On 15 March 2017, The Guardian ran a piece under its “Development 2030” rubric with a headline which confirmed our 2016 forecast of Africa’s mounting problems:
Niger’s has the world’s highest birthrate and its population is set to double in 17 years. NGOs are providing contraception, but what if women want more babies?
The facts are depressing and bode ill for Niger:
Niger’s population challenges are compounded by the prevalence of a conservative strain of Islam, which encourages followers to have as many children as possible. Any organisation working to put contraceptives into the hands of women has the dilemma of doing so in a way that doesn’t provoke religious backlash. Political leaders, too, have elections to worry about, and don’t want to cross influential clerics by pushing the population issue.
- Niger’s population exploded from 3.5 million people in 1960 to nearly 20 million today, with half of the current population under the age of 15.
- At current growth rates, the population is set to double in 17 years. This, experts say, drives poverty, famine, political instability, and violence.
- 80% of Nigeriens live in poverty.
- Niger is landlocked nation and consists largely of desert.

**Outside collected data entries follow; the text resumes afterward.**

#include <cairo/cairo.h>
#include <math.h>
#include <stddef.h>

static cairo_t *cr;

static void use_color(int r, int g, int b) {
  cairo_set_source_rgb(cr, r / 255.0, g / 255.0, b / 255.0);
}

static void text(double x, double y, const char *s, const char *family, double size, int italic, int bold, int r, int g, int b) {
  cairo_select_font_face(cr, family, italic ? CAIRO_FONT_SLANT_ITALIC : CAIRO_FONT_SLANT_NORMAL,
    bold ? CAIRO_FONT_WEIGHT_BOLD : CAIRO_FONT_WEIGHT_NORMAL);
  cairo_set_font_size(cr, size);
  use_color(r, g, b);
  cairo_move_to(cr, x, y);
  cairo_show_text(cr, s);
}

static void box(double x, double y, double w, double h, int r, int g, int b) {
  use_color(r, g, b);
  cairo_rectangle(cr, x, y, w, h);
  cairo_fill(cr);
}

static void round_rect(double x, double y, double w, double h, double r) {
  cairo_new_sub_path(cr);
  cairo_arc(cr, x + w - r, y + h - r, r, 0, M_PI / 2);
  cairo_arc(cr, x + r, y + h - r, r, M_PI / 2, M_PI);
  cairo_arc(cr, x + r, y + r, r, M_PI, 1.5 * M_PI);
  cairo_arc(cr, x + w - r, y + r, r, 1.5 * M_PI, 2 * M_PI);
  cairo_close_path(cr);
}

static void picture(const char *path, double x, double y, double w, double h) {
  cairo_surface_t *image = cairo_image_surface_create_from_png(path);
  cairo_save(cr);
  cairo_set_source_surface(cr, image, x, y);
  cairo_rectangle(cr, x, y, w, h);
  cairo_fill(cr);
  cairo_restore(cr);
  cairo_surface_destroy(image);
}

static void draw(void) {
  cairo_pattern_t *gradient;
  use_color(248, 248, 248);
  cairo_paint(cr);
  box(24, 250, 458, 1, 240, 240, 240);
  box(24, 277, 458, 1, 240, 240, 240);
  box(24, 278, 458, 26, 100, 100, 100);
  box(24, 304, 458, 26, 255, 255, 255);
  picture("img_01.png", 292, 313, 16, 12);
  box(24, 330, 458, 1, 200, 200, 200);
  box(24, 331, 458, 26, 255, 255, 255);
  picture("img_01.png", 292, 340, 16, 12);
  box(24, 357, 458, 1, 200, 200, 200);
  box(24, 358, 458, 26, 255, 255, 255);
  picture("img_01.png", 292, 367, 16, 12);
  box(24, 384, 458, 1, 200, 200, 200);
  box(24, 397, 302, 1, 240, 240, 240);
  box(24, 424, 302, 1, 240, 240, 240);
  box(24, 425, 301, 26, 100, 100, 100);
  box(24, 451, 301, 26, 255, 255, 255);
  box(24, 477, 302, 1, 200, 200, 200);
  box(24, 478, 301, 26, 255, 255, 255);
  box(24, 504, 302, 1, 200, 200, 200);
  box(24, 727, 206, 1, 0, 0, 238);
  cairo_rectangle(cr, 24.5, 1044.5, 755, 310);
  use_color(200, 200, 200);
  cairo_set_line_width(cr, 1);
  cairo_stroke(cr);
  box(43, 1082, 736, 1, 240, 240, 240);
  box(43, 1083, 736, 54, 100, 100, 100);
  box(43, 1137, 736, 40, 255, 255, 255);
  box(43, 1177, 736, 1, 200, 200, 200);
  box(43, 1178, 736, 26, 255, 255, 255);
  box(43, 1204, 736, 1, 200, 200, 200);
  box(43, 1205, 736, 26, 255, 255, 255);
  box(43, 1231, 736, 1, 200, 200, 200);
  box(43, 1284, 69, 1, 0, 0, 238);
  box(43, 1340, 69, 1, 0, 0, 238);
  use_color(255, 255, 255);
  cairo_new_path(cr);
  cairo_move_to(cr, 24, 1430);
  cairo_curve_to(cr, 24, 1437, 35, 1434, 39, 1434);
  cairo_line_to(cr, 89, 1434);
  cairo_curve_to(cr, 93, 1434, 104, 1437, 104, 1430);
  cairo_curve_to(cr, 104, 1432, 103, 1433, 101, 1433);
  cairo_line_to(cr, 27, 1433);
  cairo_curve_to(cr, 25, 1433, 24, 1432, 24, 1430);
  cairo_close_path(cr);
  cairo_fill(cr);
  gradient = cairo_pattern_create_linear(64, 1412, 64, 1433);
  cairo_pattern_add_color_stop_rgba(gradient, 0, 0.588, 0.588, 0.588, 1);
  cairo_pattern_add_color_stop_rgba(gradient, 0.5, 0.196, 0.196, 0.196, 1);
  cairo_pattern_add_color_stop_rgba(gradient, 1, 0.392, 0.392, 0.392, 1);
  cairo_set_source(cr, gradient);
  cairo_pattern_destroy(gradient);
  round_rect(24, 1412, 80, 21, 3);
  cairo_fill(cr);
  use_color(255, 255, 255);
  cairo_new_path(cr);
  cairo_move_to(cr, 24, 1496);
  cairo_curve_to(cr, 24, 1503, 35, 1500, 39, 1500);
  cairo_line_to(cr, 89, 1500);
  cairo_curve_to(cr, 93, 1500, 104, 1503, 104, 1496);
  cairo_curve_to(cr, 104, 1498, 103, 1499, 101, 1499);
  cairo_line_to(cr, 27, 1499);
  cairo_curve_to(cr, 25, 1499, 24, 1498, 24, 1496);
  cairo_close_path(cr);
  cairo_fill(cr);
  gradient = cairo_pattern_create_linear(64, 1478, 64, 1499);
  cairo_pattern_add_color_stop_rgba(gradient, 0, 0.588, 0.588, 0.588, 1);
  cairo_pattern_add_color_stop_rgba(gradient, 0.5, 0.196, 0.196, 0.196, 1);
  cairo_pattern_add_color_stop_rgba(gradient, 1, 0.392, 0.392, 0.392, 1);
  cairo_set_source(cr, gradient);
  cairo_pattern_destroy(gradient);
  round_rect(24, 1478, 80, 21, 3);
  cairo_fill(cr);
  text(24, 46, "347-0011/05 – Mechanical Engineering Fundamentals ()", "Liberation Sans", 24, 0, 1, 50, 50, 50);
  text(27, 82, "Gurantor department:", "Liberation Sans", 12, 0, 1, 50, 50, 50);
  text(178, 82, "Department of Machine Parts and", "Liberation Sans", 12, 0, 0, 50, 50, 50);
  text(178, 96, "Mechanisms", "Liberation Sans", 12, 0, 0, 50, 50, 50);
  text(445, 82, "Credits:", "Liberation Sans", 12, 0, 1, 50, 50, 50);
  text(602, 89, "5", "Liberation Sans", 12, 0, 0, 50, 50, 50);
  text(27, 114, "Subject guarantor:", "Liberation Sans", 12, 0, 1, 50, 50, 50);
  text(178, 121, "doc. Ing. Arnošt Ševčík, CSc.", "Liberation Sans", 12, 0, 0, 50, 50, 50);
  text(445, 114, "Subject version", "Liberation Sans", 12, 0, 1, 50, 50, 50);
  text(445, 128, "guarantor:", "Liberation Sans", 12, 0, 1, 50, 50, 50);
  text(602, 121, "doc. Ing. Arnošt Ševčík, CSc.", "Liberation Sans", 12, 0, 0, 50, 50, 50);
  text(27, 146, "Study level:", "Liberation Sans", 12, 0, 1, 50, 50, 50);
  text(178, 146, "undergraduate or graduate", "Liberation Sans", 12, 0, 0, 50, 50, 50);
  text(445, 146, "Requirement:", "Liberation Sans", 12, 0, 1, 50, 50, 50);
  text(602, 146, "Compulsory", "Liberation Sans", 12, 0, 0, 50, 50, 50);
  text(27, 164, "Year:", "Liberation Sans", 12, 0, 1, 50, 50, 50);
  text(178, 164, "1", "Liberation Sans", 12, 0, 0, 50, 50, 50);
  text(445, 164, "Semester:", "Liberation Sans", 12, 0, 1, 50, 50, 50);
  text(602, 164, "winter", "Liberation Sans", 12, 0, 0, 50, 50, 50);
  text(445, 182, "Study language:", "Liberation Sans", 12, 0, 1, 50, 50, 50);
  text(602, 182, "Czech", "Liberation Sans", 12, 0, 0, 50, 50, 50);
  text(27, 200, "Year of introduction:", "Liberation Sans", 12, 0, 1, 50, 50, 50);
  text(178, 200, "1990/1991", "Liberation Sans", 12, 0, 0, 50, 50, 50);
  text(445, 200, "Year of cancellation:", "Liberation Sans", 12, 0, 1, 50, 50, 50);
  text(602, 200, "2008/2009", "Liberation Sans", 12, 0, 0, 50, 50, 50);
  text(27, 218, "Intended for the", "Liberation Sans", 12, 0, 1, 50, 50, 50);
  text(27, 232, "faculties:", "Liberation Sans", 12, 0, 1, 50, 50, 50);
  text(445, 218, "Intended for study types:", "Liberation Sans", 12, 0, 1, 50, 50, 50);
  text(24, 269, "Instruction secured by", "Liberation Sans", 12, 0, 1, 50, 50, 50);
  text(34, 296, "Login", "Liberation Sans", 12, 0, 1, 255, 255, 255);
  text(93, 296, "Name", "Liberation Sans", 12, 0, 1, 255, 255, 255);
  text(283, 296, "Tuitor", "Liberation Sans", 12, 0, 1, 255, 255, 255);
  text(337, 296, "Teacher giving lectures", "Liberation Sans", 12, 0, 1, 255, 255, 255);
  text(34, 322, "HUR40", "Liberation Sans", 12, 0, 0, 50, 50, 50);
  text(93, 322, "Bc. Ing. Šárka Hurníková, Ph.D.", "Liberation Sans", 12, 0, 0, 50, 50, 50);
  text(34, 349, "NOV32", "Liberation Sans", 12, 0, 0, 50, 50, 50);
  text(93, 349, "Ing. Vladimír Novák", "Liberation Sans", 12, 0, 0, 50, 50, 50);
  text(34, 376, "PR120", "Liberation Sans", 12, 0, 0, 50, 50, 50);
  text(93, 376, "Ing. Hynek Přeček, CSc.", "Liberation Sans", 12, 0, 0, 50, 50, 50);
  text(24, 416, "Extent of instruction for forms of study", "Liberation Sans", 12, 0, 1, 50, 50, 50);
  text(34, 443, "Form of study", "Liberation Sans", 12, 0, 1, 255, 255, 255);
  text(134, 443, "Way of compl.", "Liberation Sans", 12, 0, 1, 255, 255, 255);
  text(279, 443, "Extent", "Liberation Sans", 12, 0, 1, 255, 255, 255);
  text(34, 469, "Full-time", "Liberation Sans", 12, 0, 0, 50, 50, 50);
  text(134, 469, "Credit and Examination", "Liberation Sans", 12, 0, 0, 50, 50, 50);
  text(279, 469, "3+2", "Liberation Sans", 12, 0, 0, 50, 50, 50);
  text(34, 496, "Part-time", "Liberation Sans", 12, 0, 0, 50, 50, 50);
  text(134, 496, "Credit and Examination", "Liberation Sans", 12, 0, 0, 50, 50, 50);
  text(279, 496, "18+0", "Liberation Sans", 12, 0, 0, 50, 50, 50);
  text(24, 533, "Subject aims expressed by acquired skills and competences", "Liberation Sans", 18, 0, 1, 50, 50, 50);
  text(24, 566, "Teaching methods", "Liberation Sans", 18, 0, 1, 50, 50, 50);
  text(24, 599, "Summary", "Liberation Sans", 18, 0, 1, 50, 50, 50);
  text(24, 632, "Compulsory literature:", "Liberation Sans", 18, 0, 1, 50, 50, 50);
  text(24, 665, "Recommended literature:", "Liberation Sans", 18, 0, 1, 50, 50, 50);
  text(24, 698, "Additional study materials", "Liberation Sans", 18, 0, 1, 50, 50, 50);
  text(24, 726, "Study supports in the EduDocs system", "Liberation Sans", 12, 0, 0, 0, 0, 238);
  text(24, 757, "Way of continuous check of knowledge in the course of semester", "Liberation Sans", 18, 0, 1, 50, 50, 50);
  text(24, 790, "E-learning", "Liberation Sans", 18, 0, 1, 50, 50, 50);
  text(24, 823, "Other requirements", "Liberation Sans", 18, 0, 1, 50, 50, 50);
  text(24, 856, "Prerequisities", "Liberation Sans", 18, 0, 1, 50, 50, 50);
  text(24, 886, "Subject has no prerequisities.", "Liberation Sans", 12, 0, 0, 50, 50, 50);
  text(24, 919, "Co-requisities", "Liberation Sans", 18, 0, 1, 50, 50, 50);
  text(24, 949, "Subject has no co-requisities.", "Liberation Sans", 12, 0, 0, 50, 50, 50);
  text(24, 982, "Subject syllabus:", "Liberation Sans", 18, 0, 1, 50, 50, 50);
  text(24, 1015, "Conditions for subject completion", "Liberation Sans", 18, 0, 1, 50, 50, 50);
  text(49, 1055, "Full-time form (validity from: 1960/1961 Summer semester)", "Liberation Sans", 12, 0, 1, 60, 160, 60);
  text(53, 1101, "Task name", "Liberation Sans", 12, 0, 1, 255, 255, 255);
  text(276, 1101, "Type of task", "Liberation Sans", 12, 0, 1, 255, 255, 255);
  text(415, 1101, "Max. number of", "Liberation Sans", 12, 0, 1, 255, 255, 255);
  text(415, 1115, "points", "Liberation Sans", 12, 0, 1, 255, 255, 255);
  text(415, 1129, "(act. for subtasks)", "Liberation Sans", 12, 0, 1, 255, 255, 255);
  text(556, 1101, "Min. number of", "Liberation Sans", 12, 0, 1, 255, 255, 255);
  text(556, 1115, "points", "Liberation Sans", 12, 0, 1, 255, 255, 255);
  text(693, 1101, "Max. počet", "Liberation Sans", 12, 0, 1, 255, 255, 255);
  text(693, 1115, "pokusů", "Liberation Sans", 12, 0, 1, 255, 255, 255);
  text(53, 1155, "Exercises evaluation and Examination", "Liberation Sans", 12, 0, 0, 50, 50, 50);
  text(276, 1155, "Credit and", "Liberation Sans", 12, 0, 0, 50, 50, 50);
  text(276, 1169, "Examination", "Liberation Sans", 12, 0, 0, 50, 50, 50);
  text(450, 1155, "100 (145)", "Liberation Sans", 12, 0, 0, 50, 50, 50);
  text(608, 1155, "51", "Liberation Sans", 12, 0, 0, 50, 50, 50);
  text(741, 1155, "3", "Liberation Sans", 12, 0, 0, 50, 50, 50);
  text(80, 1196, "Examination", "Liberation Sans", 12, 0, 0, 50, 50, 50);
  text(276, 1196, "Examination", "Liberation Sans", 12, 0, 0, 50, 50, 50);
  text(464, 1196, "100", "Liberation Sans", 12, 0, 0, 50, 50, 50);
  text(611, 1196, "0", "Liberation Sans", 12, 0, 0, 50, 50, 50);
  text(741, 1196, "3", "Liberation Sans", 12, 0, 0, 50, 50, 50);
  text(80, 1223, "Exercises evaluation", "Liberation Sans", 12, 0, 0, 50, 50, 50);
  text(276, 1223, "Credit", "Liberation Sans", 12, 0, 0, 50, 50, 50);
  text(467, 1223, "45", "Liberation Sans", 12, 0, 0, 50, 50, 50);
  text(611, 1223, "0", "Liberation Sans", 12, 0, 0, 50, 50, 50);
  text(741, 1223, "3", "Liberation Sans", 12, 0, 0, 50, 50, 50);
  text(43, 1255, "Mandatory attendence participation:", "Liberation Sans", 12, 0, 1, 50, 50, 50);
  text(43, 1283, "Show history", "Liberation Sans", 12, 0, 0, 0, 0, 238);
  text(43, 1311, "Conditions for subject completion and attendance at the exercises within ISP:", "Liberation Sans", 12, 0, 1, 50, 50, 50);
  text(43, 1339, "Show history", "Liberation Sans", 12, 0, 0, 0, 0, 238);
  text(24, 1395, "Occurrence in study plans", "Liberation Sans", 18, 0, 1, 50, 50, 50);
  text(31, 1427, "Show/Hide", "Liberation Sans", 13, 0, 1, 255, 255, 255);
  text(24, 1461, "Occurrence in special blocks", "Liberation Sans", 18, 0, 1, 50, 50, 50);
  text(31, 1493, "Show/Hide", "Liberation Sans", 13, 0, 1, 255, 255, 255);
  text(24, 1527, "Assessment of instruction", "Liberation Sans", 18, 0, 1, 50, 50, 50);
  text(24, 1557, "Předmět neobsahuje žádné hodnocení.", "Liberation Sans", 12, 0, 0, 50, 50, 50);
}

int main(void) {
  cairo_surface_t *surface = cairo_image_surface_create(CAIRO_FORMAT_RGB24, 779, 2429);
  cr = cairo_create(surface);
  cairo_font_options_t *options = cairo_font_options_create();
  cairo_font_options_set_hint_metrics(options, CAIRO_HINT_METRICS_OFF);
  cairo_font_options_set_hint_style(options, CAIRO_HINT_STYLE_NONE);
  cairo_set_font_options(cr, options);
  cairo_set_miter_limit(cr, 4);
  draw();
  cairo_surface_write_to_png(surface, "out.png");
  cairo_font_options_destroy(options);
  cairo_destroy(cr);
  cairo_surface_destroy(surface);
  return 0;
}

- Less than 20% of the land is arable, and that percentage is falling due to climate change.
- Polygamy is legal and commonplace, especially in the rural areas where about 80% of the population resides.
- Girls get married young, usually as teenagers, and have their first child at 18.
- More than half of girls do not finish primary school, and fewer than one in 10 attend secondary school. As a result, less than a quarter of women in Niger are literate.
- Women have an average of more than seven children apiece, the highest in the world.
- Women and men alike in Niger say they want more children than they actually have – women want an average of nine, while men say they want 11 – despite having the highest fertility rate in the world.
- Women face a one-in-23 chance of dying from pregnancy or childbirth.
When you have a huge number of young people who are jobless, they have no choice but to emigrate. They may also fall into crime, or integrate into terrorism. The country is facing this problem as well, with the Boko Haram issue – they are recruiting jobless young people.
Hassane Atamo, division chief for family planning at the Niger ministry of health.“
This is a time bomb, because all the Sahel is in this situation, and especially with climate change, the food supply will be less abundant than before. It’s a huge crisis.
John May, visiting scholar at the Population Reference Bureau.